▸ **EXERCISE GOAL**
Reproduce all of the entries below exactly, without images.
──────── ENTRIES SUPPLIED
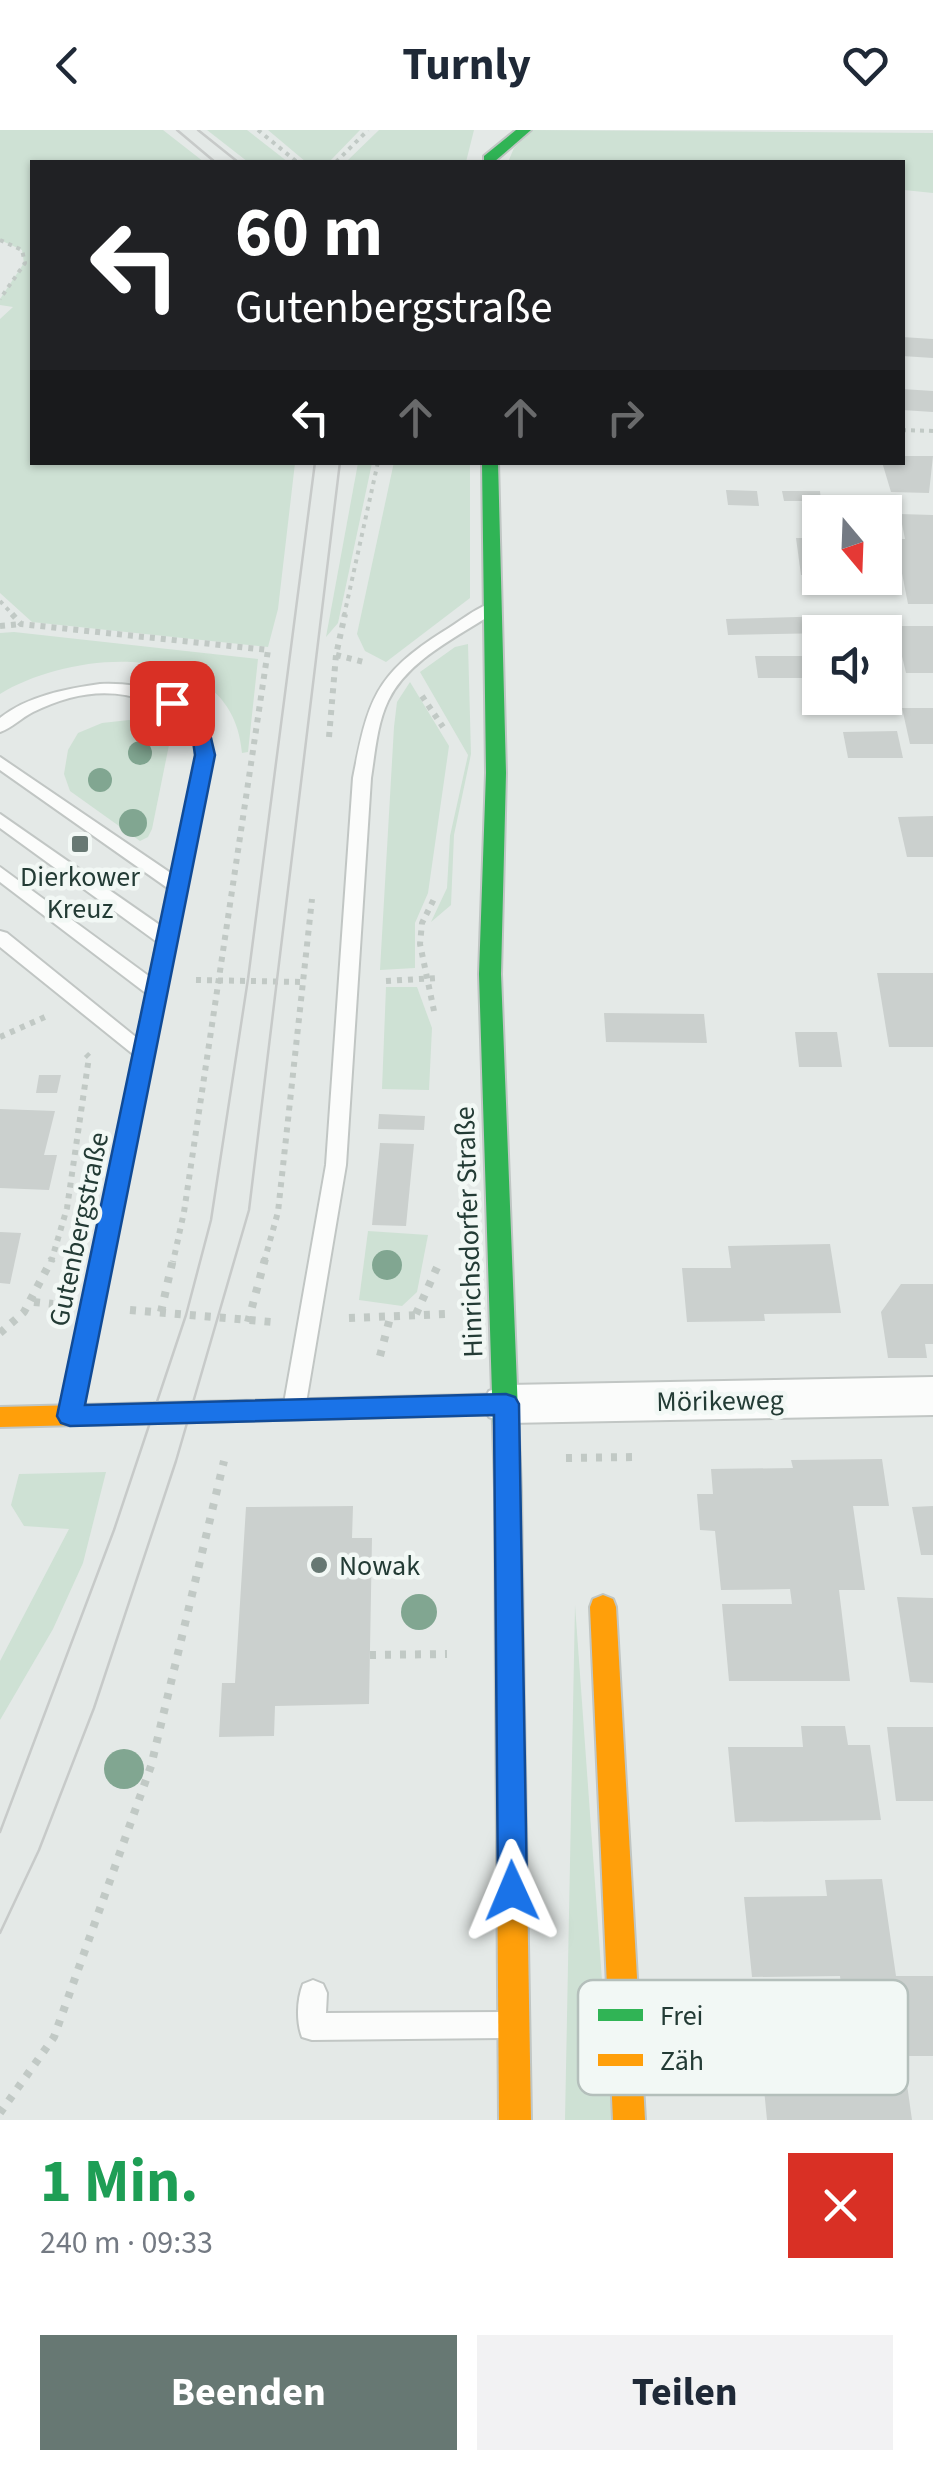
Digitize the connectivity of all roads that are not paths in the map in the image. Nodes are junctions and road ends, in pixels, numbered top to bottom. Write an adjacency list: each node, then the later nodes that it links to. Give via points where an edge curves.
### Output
1 (494, 130): 3 (street)
2 (524, 130): 4 (street)
3 (489, 160)
4 (490, 160)
5 (490, 465): 6 (street, Hinrichsdorfer Straße)
6 (493, 607): 17 (street, Hinrichsdorfer Straße, via 490,974); 18 (lane, via 402,669 380,701 373,726 362,778 336,1166)
7 (0, 727): 11 (lane, Gutenbergstraße, via 40,702 84,690 132,688 172,703 200,725 205,755)
8 (0, 762): 11 (lane)
9 (0, 820): 13 (lane)
10 (0, 873): 14 (lane)
11 (178, 887): 13 (lane, Gutenbergstraße)
12 (0, 937): 15 (lane)
13 (167, 940): 14 (lane, Gutenbergstraße)
14 (158, 992): 15 (lane, Gutenbergstraße)
15 (146, 1054): 19 (lane, Gutenbergstraße)
16 (933, 1396): 17 (street, Mörikeweg)
17 (506, 1404): 18 (street); 24 (street, Hinrichsdorfer Straße)
18 (294, 1409): 19 (street)
19 (70, 1416): 20 (street)
20 (0, 1417)
21 (603, 1607): 22 (street)
22 (622, 1980)
23 (312, 1993): 24 (lane, via 312,2027)
24 (515, 2024): 26 (street, Hinrichsdorfer Straße)
25 (628, 2095): 27 (street)
26 (516, 2120)
27 (629, 2120)

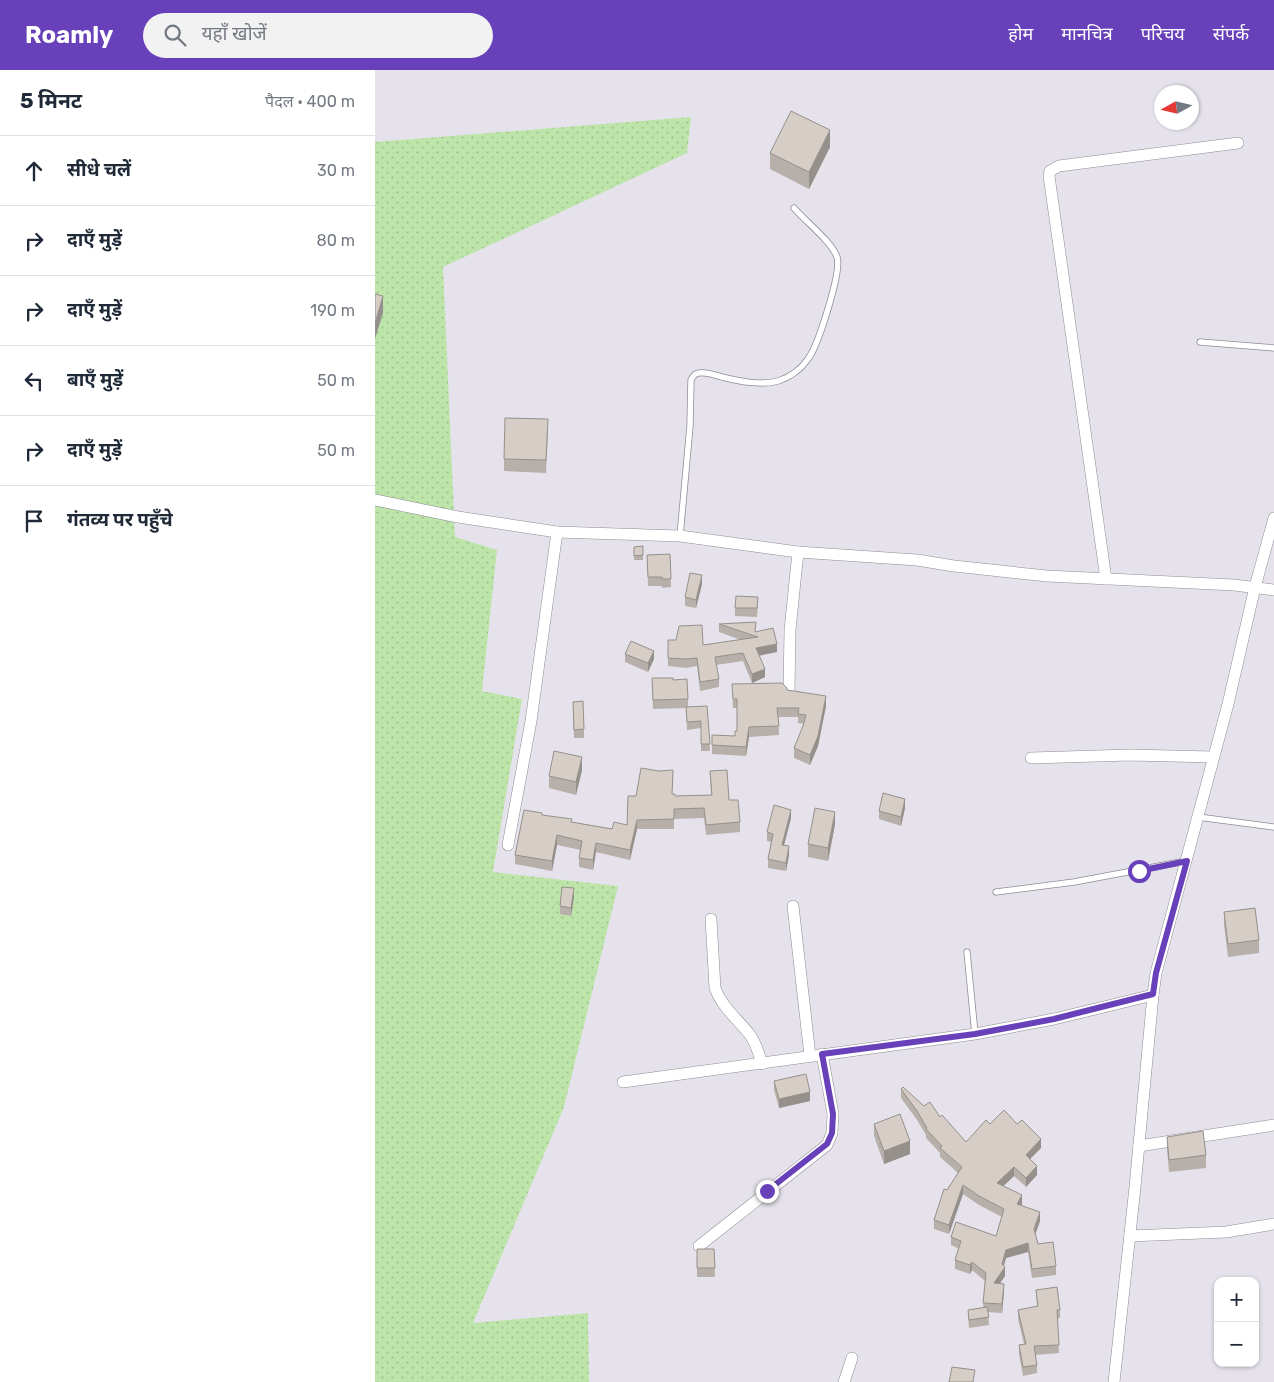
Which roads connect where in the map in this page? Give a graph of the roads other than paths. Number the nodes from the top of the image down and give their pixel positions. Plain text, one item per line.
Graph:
1 (1238, 143) dead end
2 (794, 208) dead end
3 (1200, 342) dead end
4 (1274, 348) edge
5 (375, 500) edge
6 (1274, 518) edge
7 (557, 532) junction
8 (679, 536) junction
9 (798, 552) junction
10 (1106, 579) junction
11 (1255, 587) junction
12 (1274, 590) edge
13 (789, 690) edge
14 (1213, 757) junction
15 (1031, 758) dead end
16 (1198, 817) junction
17 (1274, 828) edge
18 (508, 845) dead end
19 (1187, 861) junction
20 (996, 892) dead end
21 (793, 906) dead end
22 (711, 919) dead end
23 (967, 952) dead end
24 (1153, 994) junction
25 (975, 1034) junction
26 (816, 1055) junction
27 (763, 1064) junction
28 (623, 1082) dead end
29 (1274, 1125) edge
30 (1139, 1146) junction
31 (1274, 1224) edge
32 (1130, 1236) junction
33 (699, 1246) dead end
34 (852, 1358) dead end
35 (844, 1382) edge
36 (1114, 1382) edge

1 - 10 street
2 - 8 lane
3 - 4 lane
5 - 7 street
6 - 11 street
7 - 8 street
7 - 18 street
8 - 9 street
9 - 10 street
9 - 13 street
10 - 11 street
11 - 12 street
11 - 14 street
14 - 15 street
14 - 16 street
16 - 17 lane
16 - 19 street
19 - 20 lane
19 - 24 street
21 - 26 street
22 - 27 street
23 - 25 lane
24 - 25 street
24 - 30 street
25 - 26 street
26 - 27 street
26 - 33 street
27 - 28 street
29 - 30 street
30 - 32 street
31 - 32 street
32 - 36 street
34 - 35 street

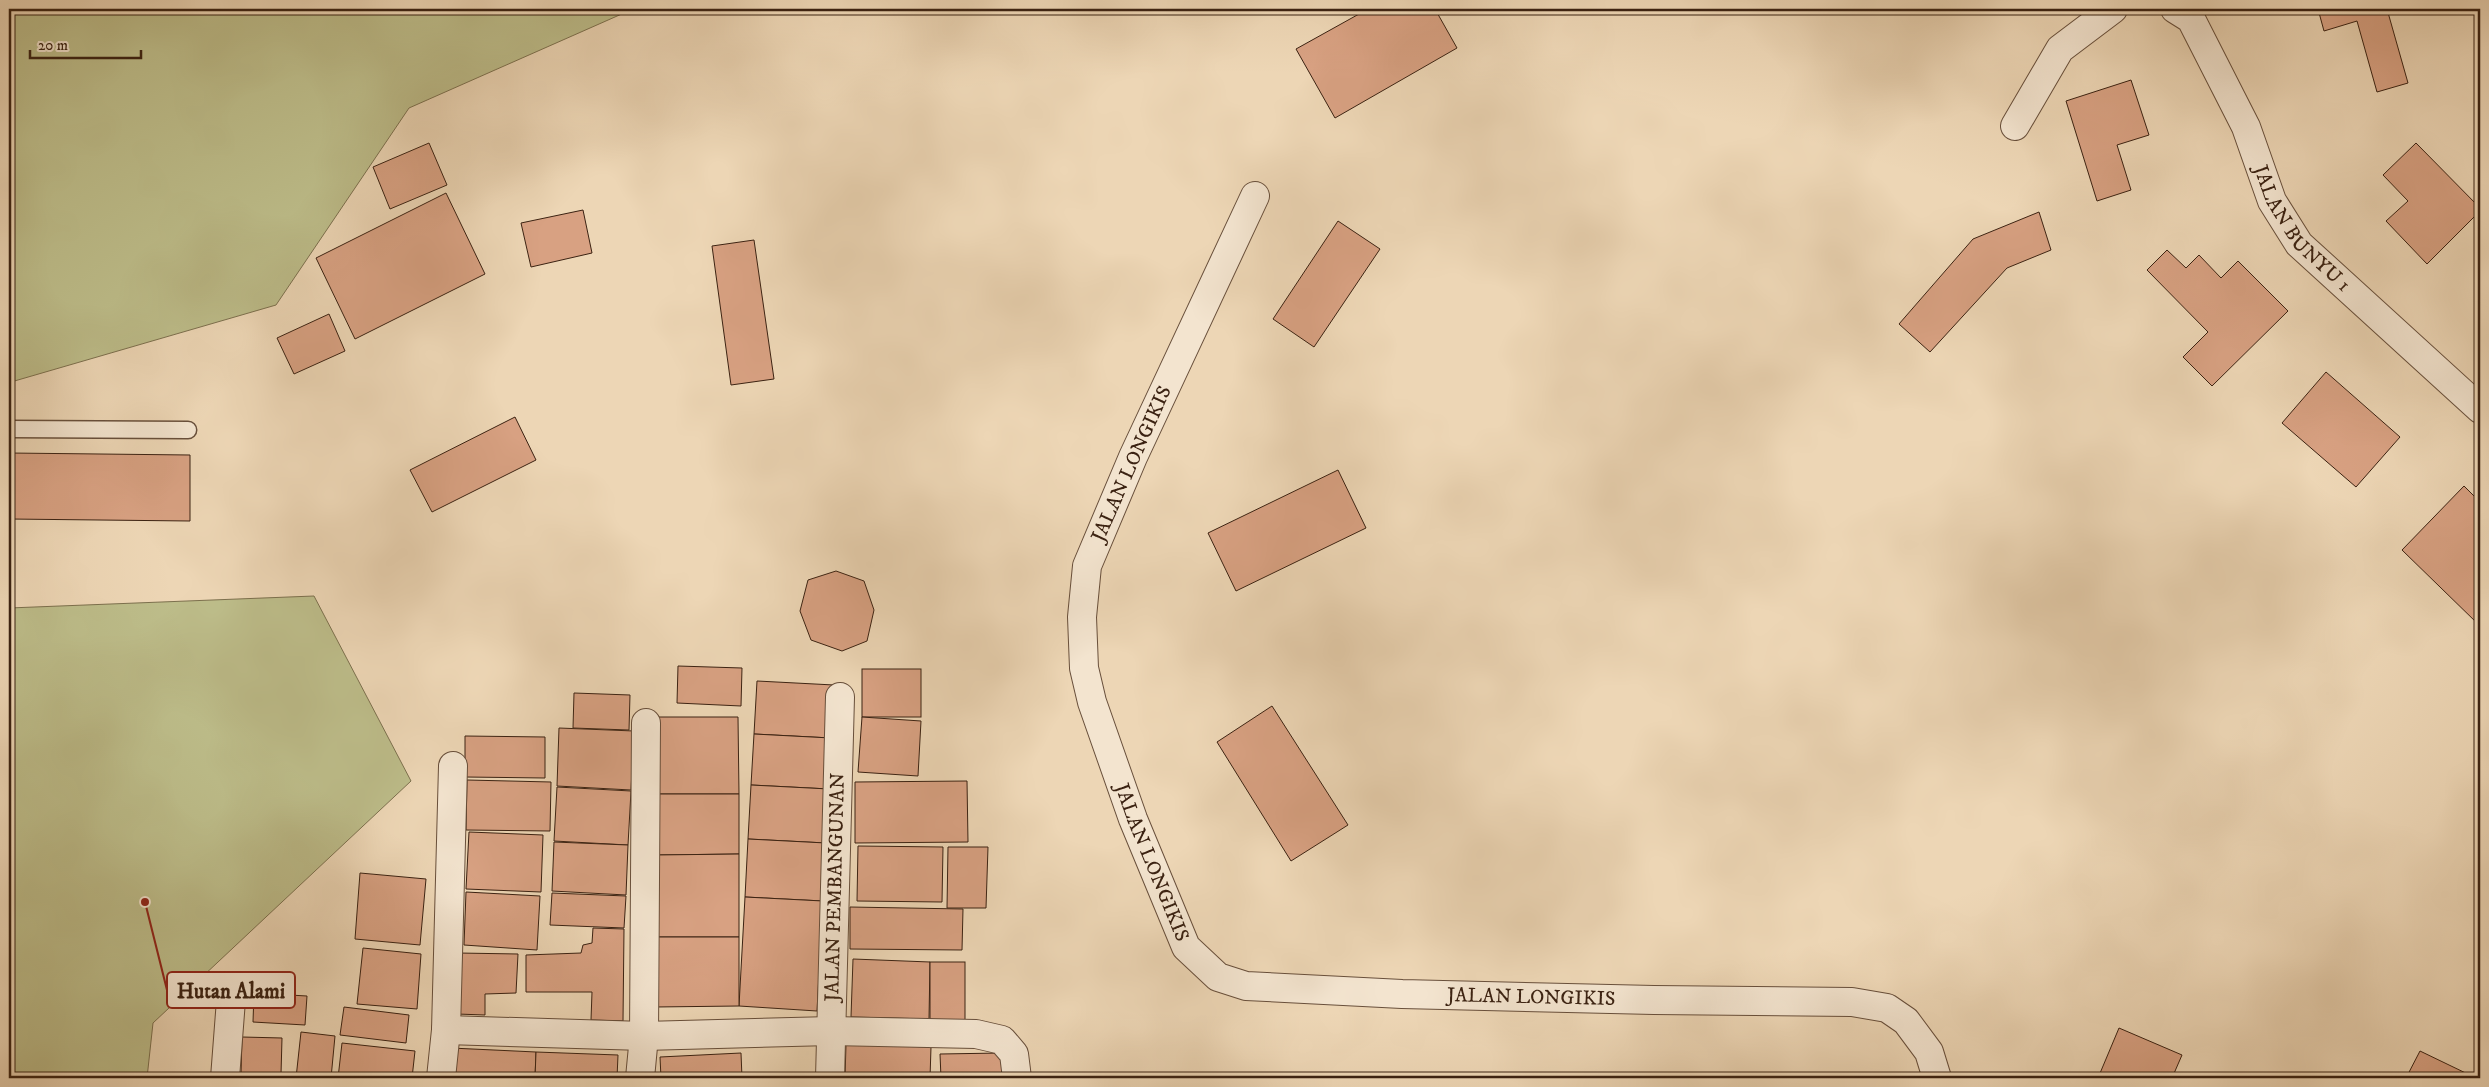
────────────────
▸ **ANSWER TO THIS PROBLEM**
Digitize the connectivity of all roads that are not paths in the map in the image. Nodes are junctions and road ends, in pixels, numbered top to bottom. Write an adjacency list: each node, then the later nodes that it links to. Give via points where an edge curves.
### Output
1 (494, 130): 3 (street)
2 (524, 130): 4 (street)
3 (489, 160)
4 (490, 160)
5 (490, 465): 6 (street, Hinrichsdorfer Straße)
6 (493, 607): 17 (street, Hinrichsdorfer Straße, via 490,974); 18 (lane, via 402,669 380,701 373,726 362,778 336,1166)
7 (0, 727): 11 (lane, Gutenbergstraße, via 40,702 84,690 132,688 172,703 200,725 205,755)
8 (0, 762): 11 (lane)
9 (0, 820): 13 (lane)
10 (0, 873): 14 (lane)
11 (178, 887): 13 (lane, Gutenbergstraße)
12 (0, 937): 15 (lane)
13 (167, 940): 14 (lane, Gutenbergstraße)
14 (158, 992): 15 (lane, Gutenbergstraße)
15 (146, 1054): 19 (lane, Gutenbergstraße)
16 (933, 1396): 17 (street, Mörikeweg)
17 (506, 1404): 18 (street); 24 (street, Hinrichsdorfer Straße)
18 (294, 1409): 19 (street)
19 (70, 1416): 20 (street)
20 (0, 1417)
21 (603, 1607): 22 (street)
22 (622, 1980)
23 (312, 1993): 24 (lane, via 312,2027)
24 (515, 2024): 26 (street, Hinrichsdorfer Straße)
25 (628, 2095): 27 (street)
26 (516, 2120)
27 (629, 2120)

Which roads connect where in the map in this page? Give a graph of the roads other than paths. Number the nodes from the top of the image down and give their pixel positions. Plain text, one item per line.
Graph:
1 (1238, 143) dead end
2 (794, 208) dead end
3 (1200, 342) dead end
4 (1274, 348) edge
5 (375, 500) edge
6 (1274, 518) edge
7 (557, 532) junction
8 (679, 536) junction
9 (798, 552) junction
10 (1106, 579) junction
11 (1255, 587) junction
12 (1274, 590) edge
13 (789, 690) edge
14 (1213, 757) junction
15 (1031, 758) dead end
16 (1198, 817) junction
17 (1274, 828) edge
18 (508, 845) dead end
19 (1187, 861) junction
20 (996, 892) dead end
21 (793, 906) dead end
22 (711, 919) dead end
23 (967, 952) dead end
24 (1153, 994) junction
25 (975, 1034) junction
26 (816, 1055) junction
27 (763, 1064) junction
28 (623, 1082) dead end
29 (1274, 1125) edge
30 (1139, 1146) junction
31 (1274, 1224) edge
32 (1130, 1236) junction
33 (699, 1246) dead end
34 (852, 1358) dead end
35 (844, 1382) edge
36 (1114, 1382) edge

1 - 10 street
2 - 8 lane
3 - 4 lane
5 - 7 street
6 - 11 street
7 - 8 street
7 - 18 street
8 - 9 street
9 - 10 street
9 - 13 street
10 - 11 street
11 - 12 street
11 - 14 street
14 - 15 street
14 - 16 street
16 - 17 lane
16 - 19 street
19 - 20 lane
19 - 24 street
21 - 26 street
22 - 27 street
23 - 25 lane
24 - 25 street
24 - 30 street
25 - 26 street
26 - 27 street
26 - 33 street
27 - 28 street
29 - 30 street
30 - 32 street
31 - 32 street
32 - 36 street
34 - 35 street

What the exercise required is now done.